- MATERIALS PROVIDED
______

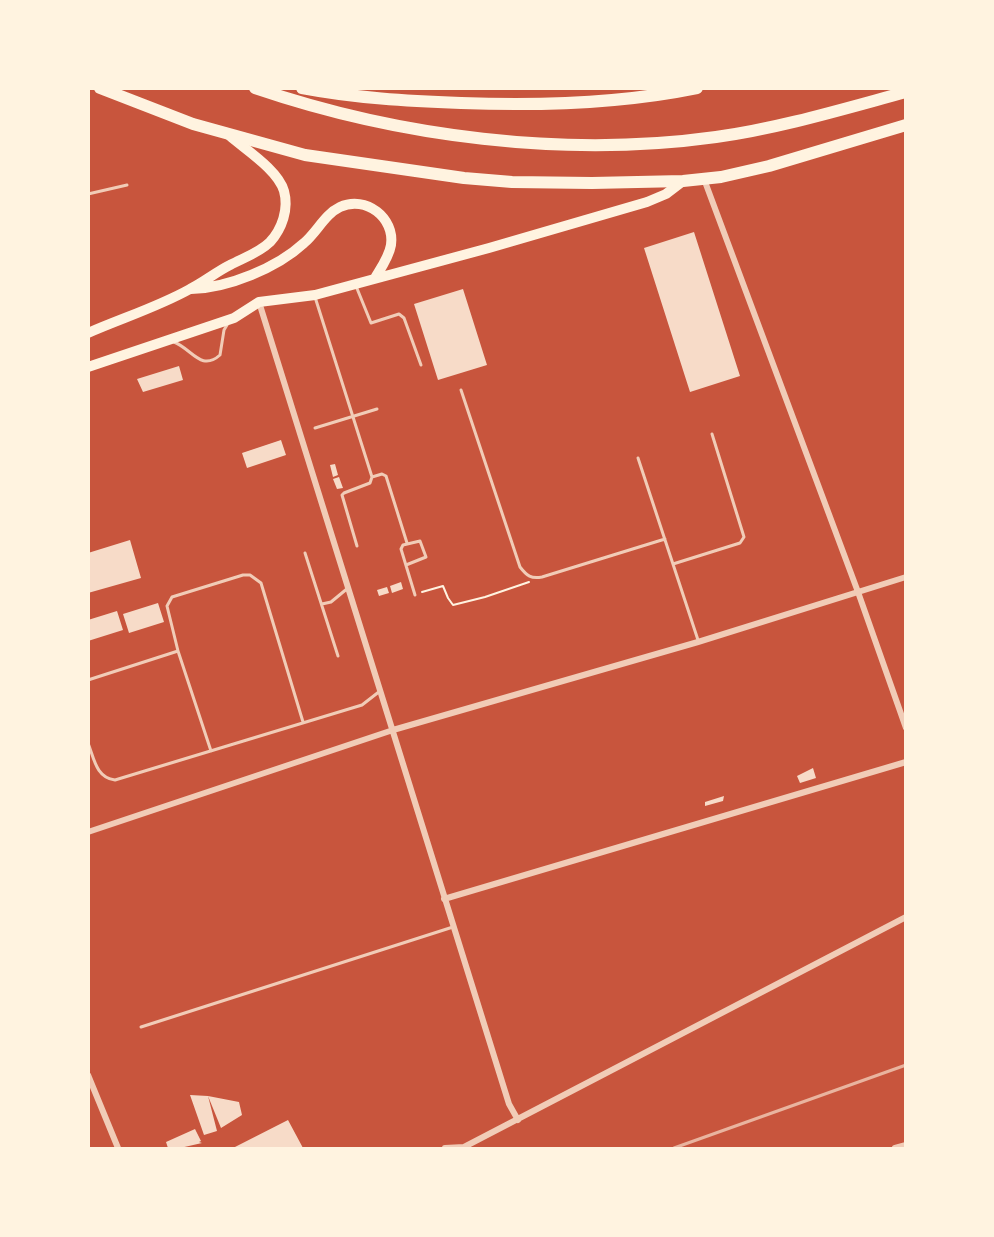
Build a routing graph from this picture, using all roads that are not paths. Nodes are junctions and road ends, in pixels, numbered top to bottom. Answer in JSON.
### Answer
{"nodes":[{"id":1,"x":100,"y":88,"type":"edge"},
{"id":2,"x":255,"y":88,"type":"edge"},
{"id":3,"x":302,"y":88,"type":"edge"},
{"id":4,"x":697,"y":88,"type":"edge"},
{"id":5,"x":906,"y":92,"type":"edge"},
{"id":6,"x":906,"y":125,"type":"edge"},
{"id":7,"x":230,"y":136,"type":"junction"},
{"id":8,"x":704,"y":179,"type":"junction"},
{"id":9,"x":683,"y":181,"type":"junction"},
{"id":10,"x":127,"y":185,"type":"dead end"},
{"id":11,"x":88,"y":194,"type":"edge"},
{"id":12,"x":375,"y":278,"type":"junction"},
{"id":13,"x":355,"y":284,"type":"junction"},
{"id":14,"x":190,"y":289,"type":"junction"},
{"id":15,"x":315,"y":295,"type":"junction"},
{"id":16,"x":259,"y":302,"type":"junction"},
{"id":17,"x":234,"y":318,"type":"junction"},
{"id":18,"x":88,"y":333,"type":"edge"},
{"id":19,"x":167,"y":341,"type":"junction"},
{"id":20,"x":421,"y":365,"type":"dead end"},
{"id":21,"x":88,"y":367,"type":"edge"},
{"id":22,"x":461,"y":390,"type":"dead end"},
{"id":23,"x":377,"y":409,"type":"dead end"},
{"id":24,"x":353,"y":416,"type":"junction"},
{"id":25,"x":315,"y":428,"type":"dead end"},
{"id":26,"x":712,"y":434,"type":"dead end"},
{"id":27,"x":638,"y":458,"type":"dead end"},
{"id":28,"x":372,"y":477,"type":"junction"},
{"id":29,"x":665,"y":539,"type":"junction"},
{"id":30,"x":407,"y":543,"type":"junction"},
{"id":31,"x":357,"y":546,"type":"dead end"},
{"id":32,"x":305,"y":553,"type":"dead end"},
{"id":33,"x":673,"y":564,"type":"junction"},
{"id":34,"x":406,"y":565,"type":"junction"},
{"id":35,"x":906,"y":577,"type":"edge"},
{"id":36,"x":348,"y":588,"type":"junction"},
{"id":37,"x":858,"y":592,"type":"junction"},
{"id":38,"x":415,"y":595,"type":"road end"},
{"id":39,"x":322,"y":604,"type":"junction"},
{"id":40,"x":698,"y":642,"type":"junction"},
{"id":41,"x":178,"y":651,"type":"junction"},
{"id":42,"x":338,"y":656,"type":"dead end"},
{"id":43,"x":88,"y":680,"type":"edge"},
{"id":44,"x":380,"y":691,"type":"junction"},
{"id":45,"x":303,"y":722,"type":"junction"},
{"id":46,"x":906,"y":728,"type":"edge"},
{"id":47,"x":393,"y":730,"type":"junction"},
{"id":48,"x":88,"y":742,"type":"edge"},
{"id":49,"x":211,"y":751,"type":"junction"},
{"id":50,"x":906,"y":762,"type":"edge"},
{"id":51,"x":88,"y":832,"type":"edge"},
{"id":52,"x":444,"y":899,"type":"junction"},
{"id":53,"x":906,"y":917,"type":"edge"},
{"id":54,"x":453,"y":927,"type":"junction"},
{"id":55,"x":141,"y":1027,"type":"dead end"},
{"id":56,"x":88,"y":1075,"type":"edge"},
{"id":57,"x":518,"y":1120,"type":"junction"},
{"id":58,"x":906,"y":1144,"type":"edge"},
{"id":59,"x":464,"y":1148,"type":"edge"},
{"id":60,"x":118,"y":1149,"type":"edge"},
{"id":61,"x":445,"y":1149,"type":"edge"},
{"id":62,"x":895,"y":1149,"type":"edge"}],
"edges":[{"from":1,"to":7,"type":"highway"},
{"from":2,"to":5,"type":"highway"},
{"from":3,"to":4,"type":"highway"},
{"from":6,"to":8,"type":"highway"},
{"from":7,"to":9,"type":"highway"},
{"from":7,"to":14,"type":"highway"},
{"from":8,"to":9,"type":"highway"},
{"from":8,"to":37,"type":"street"},
{"from":9,"to":12,"type":"highway"},
{"from":10,"to":11,"type":"lane"},
{"from":12,"to":13,"type":"highway"},
{"from":12,"to":14,"type":"highway"},
{"from":13,"to":15,"type":"highway"},
{"from":13,"to":20,"type":"lane"},
{"from":14,"to":18,"type":"highway"},
{"from":15,"to":16,"type":"highway"},
{"from":15,"to":24,"type":"lane"},
{"from":16,"to":17,"type":"highway"},
{"from":16,"to":36,"type":"street"},
{"from":17,"to":19,"type":"highway"},
{"from":17,"to":19,"type":"lane"},
{"from":19,"to":21,"type":"highway"},
{"from":22,"to":29,"type":"lane"},
{"from":23,"to":24,"type":"lane"},
{"from":24,"to":25,"type":"lane"},
{"from":24,"to":28,"type":"lane"},
{"from":26,"to":33,"type":"lane"},
{"from":27,"to":29,"type":"lane"},
{"from":28,"to":30,"type":"lane"},
{"from":28,"to":31,"type":"lane"},
{"from":29,"to":33,"type":"lane"},
{"from":30,"to":34,"type":"lane"},
{"from":30,"to":34,"type":"lane"},
{"from":32,"to":39,"type":"lane"},
{"from":33,"to":40,"type":"lane"},
{"from":34,"to":38,"type":"lane"},
{"from":35,"to":37,"type":"street"},
{"from":36,"to":39,"type":"lane"},
{"from":36,"to":44,"type":"street"},
{"from":37,"to":40,"type":"street"},
{"from":37,"to":46,"type":"street"},
{"from":39,"to":42,"type":"lane"},
{"from":40,"to":47,"type":"street"},
{"from":41,"to":43,"type":"lane"},
{"from":41,"to":45,"type":"lane"},
{"from":41,"to":49,"type":"lane"},
{"from":44,"to":45,"type":"lane"},
{"from":44,"to":47,"type":"street"},
{"from":45,"to":49,"type":"lane"},
{"from":47,"to":51,"type":"street"},
{"from":47,"to":52,"type":"street"},
{"from":48,"to":49,"type":"lane"},
{"from":50,"to":52,"type":"street"},
{"from":52,"to":54,"type":"street"},
{"from":53,"to":57,"type":"street"},
{"from":54,"to":55,"type":"lane"},
{"from":54,"to":57,"type":"street"},
{"from":56,"to":60,"type":"street"},
{"from":57,"to":59,"type":"street"},
{"from":58,"to":62,"type":"street"},
{"from":59,"to":61,"type":"street"}]}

______

- TASK BRIEF
Set aside the pictures. Then return every line of the material above verbatim.

- ANSWER BOX
Build a routing graph from this picture, using all roads that are not paths. Nodes are junctions and road ends, in pixels, numbered top to bottom. Answer in JSON.
### Answer
{"nodes":[{"id":1,"x":100,"y":88,"type":"edge"},
{"id":2,"x":255,"y":88,"type":"edge"},
{"id":3,"x":302,"y":88,"type":"edge"},
{"id":4,"x":697,"y":88,"type":"edge"},
{"id":5,"x":906,"y":92,"type":"edge"},
{"id":6,"x":906,"y":125,"type":"edge"},
{"id":7,"x":230,"y":136,"type":"junction"},
{"id":8,"x":704,"y":179,"type":"junction"},
{"id":9,"x":683,"y":181,"type":"junction"},
{"id":10,"x":127,"y":185,"type":"dead end"},
{"id":11,"x":88,"y":194,"type":"edge"},
{"id":12,"x":375,"y":278,"type":"junction"},
{"id":13,"x":355,"y":284,"type":"junction"},
{"id":14,"x":190,"y":289,"type":"junction"},
{"id":15,"x":315,"y":295,"type":"junction"},
{"id":16,"x":259,"y":302,"type":"junction"},
{"id":17,"x":234,"y":318,"type":"junction"},
{"id":18,"x":88,"y":333,"type":"edge"},
{"id":19,"x":167,"y":341,"type":"junction"},
{"id":20,"x":421,"y":365,"type":"dead end"},
{"id":21,"x":88,"y":367,"type":"edge"},
{"id":22,"x":461,"y":390,"type":"dead end"},
{"id":23,"x":377,"y":409,"type":"dead end"},
{"id":24,"x":353,"y":416,"type":"junction"},
{"id":25,"x":315,"y":428,"type":"dead end"},
{"id":26,"x":712,"y":434,"type":"dead end"},
{"id":27,"x":638,"y":458,"type":"dead end"},
{"id":28,"x":372,"y":477,"type":"junction"},
{"id":29,"x":665,"y":539,"type":"junction"},
{"id":30,"x":407,"y":543,"type":"junction"},
{"id":31,"x":357,"y":546,"type":"dead end"},
{"id":32,"x":305,"y":553,"type":"dead end"},
{"id":33,"x":673,"y":564,"type":"junction"},
{"id":34,"x":406,"y":565,"type":"junction"},
{"id":35,"x":906,"y":577,"type":"edge"},
{"id":36,"x":348,"y":588,"type":"junction"},
{"id":37,"x":858,"y":592,"type":"junction"},
{"id":38,"x":415,"y":595,"type":"road end"},
{"id":39,"x":322,"y":604,"type":"junction"},
{"id":40,"x":698,"y":642,"type":"junction"},
{"id":41,"x":178,"y":651,"type":"junction"},
{"id":42,"x":338,"y":656,"type":"dead end"},
{"id":43,"x":88,"y":680,"type":"edge"},
{"id":44,"x":380,"y":691,"type":"junction"},
{"id":45,"x":303,"y":722,"type":"junction"},
{"id":46,"x":906,"y":728,"type":"edge"},
{"id":47,"x":393,"y":730,"type":"junction"},
{"id":48,"x":88,"y":742,"type":"edge"},
{"id":49,"x":211,"y":751,"type":"junction"},
{"id":50,"x":906,"y":762,"type":"edge"},
{"id":51,"x":88,"y":832,"type":"edge"},
{"id":52,"x":444,"y":899,"type":"junction"},
{"id":53,"x":906,"y":917,"type":"edge"},
{"id":54,"x":453,"y":927,"type":"junction"},
{"id":55,"x":141,"y":1027,"type":"dead end"},
{"id":56,"x":88,"y":1075,"type":"edge"},
{"id":57,"x":518,"y":1120,"type":"junction"},
{"id":58,"x":906,"y":1144,"type":"edge"},
{"id":59,"x":464,"y":1148,"type":"edge"},
{"id":60,"x":118,"y":1149,"type":"edge"},
{"id":61,"x":445,"y":1149,"type":"edge"},
{"id":62,"x":895,"y":1149,"type":"edge"}],
"edges":[{"from":1,"to":7,"type":"highway"},
{"from":2,"to":5,"type":"highway"},
{"from":3,"to":4,"type":"highway"},
{"from":6,"to":8,"type":"highway"},
{"from":7,"to":9,"type":"highway"},
{"from":7,"to":14,"type":"highway"},
{"from":8,"to":9,"type":"highway"},
{"from":8,"to":37,"type":"street"},
{"from":9,"to":12,"type":"highway"},
{"from":10,"to":11,"type":"lane"},
{"from":12,"to":13,"type":"highway"},
{"from":12,"to":14,"type":"highway"},
{"from":13,"to":15,"type":"highway"},
{"from":13,"to":20,"type":"lane"},
{"from":14,"to":18,"type":"highway"},
{"from":15,"to":16,"type":"highway"},
{"from":15,"to":24,"type":"lane"},
{"from":16,"to":17,"type":"highway"},
{"from":16,"to":36,"type":"street"},
{"from":17,"to":19,"type":"highway"},
{"from":17,"to":19,"type":"lane"},
{"from":19,"to":21,"type":"highway"},
{"from":22,"to":29,"type":"lane"},
{"from":23,"to":24,"type":"lane"},
{"from":24,"to":25,"type":"lane"},
{"from":24,"to":28,"type":"lane"},
{"from":26,"to":33,"type":"lane"},
{"from":27,"to":29,"type":"lane"},
{"from":28,"to":30,"type":"lane"},
{"from":28,"to":31,"type":"lane"},
{"from":29,"to":33,"type":"lane"},
{"from":30,"to":34,"type":"lane"},
{"from":30,"to":34,"type":"lane"},
{"from":32,"to":39,"type":"lane"},
{"from":33,"to":40,"type":"lane"},
{"from":34,"to":38,"type":"lane"},
{"from":35,"to":37,"type":"street"},
{"from":36,"to":39,"type":"lane"},
{"from":36,"to":44,"type":"street"},
{"from":37,"to":40,"type":"street"},
{"from":37,"to":46,"type":"street"},
{"from":39,"to":42,"type":"lane"},
{"from":40,"to":47,"type":"street"},
{"from":41,"to":43,"type":"lane"},
{"from":41,"to":45,"type":"lane"},
{"from":41,"to":49,"type":"lane"},
{"from":44,"to":45,"type":"lane"},
{"from":44,"to":47,"type":"street"},
{"from":45,"to":49,"type":"lane"},
{"from":47,"to":51,"type":"street"},
{"from":47,"to":52,"type":"street"},
{"from":48,"to":49,"type":"lane"},
{"from":50,"to":52,"type":"street"},
{"from":52,"to":54,"type":"street"},
{"from":53,"to":57,"type":"street"},
{"from":54,"to":55,"type":"lane"},
{"from":54,"to":57,"type":"street"},
{"from":56,"to":60,"type":"street"},
{"from":57,"to":59,"type":"street"},
{"from":58,"to":62,"type":"street"},
{"from":59,"to":61,"type":"street"}]}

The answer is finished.